United States Welcomes EC Statement of Support for ITU Process on Setting New Mobile Telecommunications Standards
January 20, 1999
In a letter from Commissioner Martin Bangemann to the United States' top foreign policy, trade and telecommunications officials, the European Commission reaffirmed its support for the outcome of an important, industry-led, multilateral negotiation in the International Telecommunication Union (ITU). The ITU's goal is to produce standards for the next generation of mobile telecommunications equipment. The United States had sought reassurances that European industrial policy would not inhibit efforts to use any standards in the European market that emerge from the ITU's industry-led talks. The European response fell short, however, of addressing several specific U.S. concerns regarding Europe's acceptance of all standards that are adopted by the ITU.
The European position was conveyed in a January 15, 1999 response, by European Commissioner for Telecommunications Martin Bangemann, to an earlier letter from Secretary of State Madeline Albright, United States Trade Representative Charlene Barshefsky, Secretary of Commerce William Daley and Federal Communications Commission Chairman William Kennard.

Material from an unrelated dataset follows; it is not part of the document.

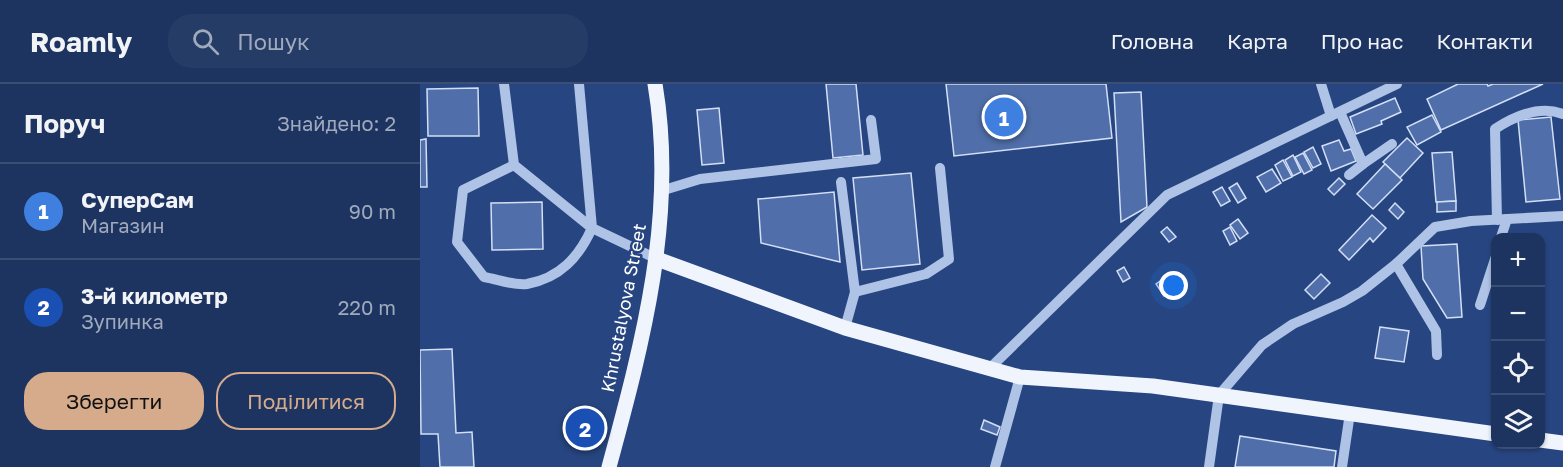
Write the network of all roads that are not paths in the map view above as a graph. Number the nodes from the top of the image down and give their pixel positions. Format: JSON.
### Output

"I welcome Commissioner Bangemann's indication that forthcoming ITU recommendations will be used as the basis for European standardization of third generation (3G) wireless services, pursuant to European Community (EC) and Member States' international commitments," said Ambassador Barshefsky. "It is critical that Europe's commitment to the ITU process endure for as long as it takes to reach a consensus," she said.
Commissioner Bangemann's letter attempted to allay concerns within U.S. industry that it is Europe's intention to continue its prior practice of promoting the use of a single mandatory wireless standard within Europe. Commissioner Bangemann maintains that the European Community's recently-adopted Common Position to mandate introduction of Universal Mobile Telecommunications Service (UMTS) is designed to promote Europe-wide service rather than to prevent competition from other 3G systems. "I am concerned that the Common Position could give UMTS an unfair head start on other types of 3G systems, if EC Member States go ahead without awaiting the results of ITU deliberations," said Secretary Daley.
In that regard, the United States remains concerned that the European Common Position does not adequately reflect the advent of competition under the World Trade Organization (WTO) Basic Telecommunications Agreement. "Policies that reflected Europe's former monopolistic environment, such as mandating single standards, may have anti-competitive effects in Europe's newly liberalized telecommunications environment," said Chairman Kennard. "While the stated intention of Europe's recent action may be to assure a minimum level of inter-operability in Europe, the fact remains that the Common Position confers regulatory certainty and therefore a market advantage upon only one type of technology." Ambassador Barshefsky noted that, "There are numerous potential service providers, with many more 3G technologies to offer. In accordance with Europe's WTO commitments, EC Member States should now license and assign radio spectrum to the maximum number of service providers without regard to technology, based on the standards that emerge from the ITU negotiations."
Commissioner Bangemann indicated that the process for standardization of UMTS will operate in parallel with the ITU process, which aims for a decision by March 31, 1999 on key radio characteristics of 3G standards. The ITU has a deadline of December 31, 1999 for the final standardization recommendations. "I welcome Commissioner Bangemann's assurance that European standardization will proceed in concert with the ITU process, recognizing that some key European and American industry participants in that process are unfortunately at loggerheads regarding intellectual property rights," said Secretary Daley. "We would therefore expect that EC Member States will ensure that their 3G licensing processes accommodate, on an equally timely basis, any newly converged standard(s) and all others agreed by industry and recommended by the ITU."
Some United States, European and Asian mobile services operators have been working intensively to resolve the current U.S.-European industry impasse and lower the cost of building 3G networks. "We share Commissioner Bangemann's view that a primary goal of the ITU process must be to enable the evolution of current second generation infrastructures without excessive cost burdens to consumers for upgrading infrastructure," said Chairman Kennard. "In the United States, without mandating standards or national coverage, we have nationwide coverage by networks in place, or under construction, that use four different second generation technologies. The result is that some carriers offer local and long distance wireless service at rates that are competitive with wireline service prices. If the costs of upgrading existing second generation infrastructure can be successfully minimized in the United States, Japan and the Americas, and, if Europe and others license multiple technologies and competitors, we can achieve by 2010 a worldwide mobile telecommunications subscribership that will exceed traditional fixed wireline subscribership."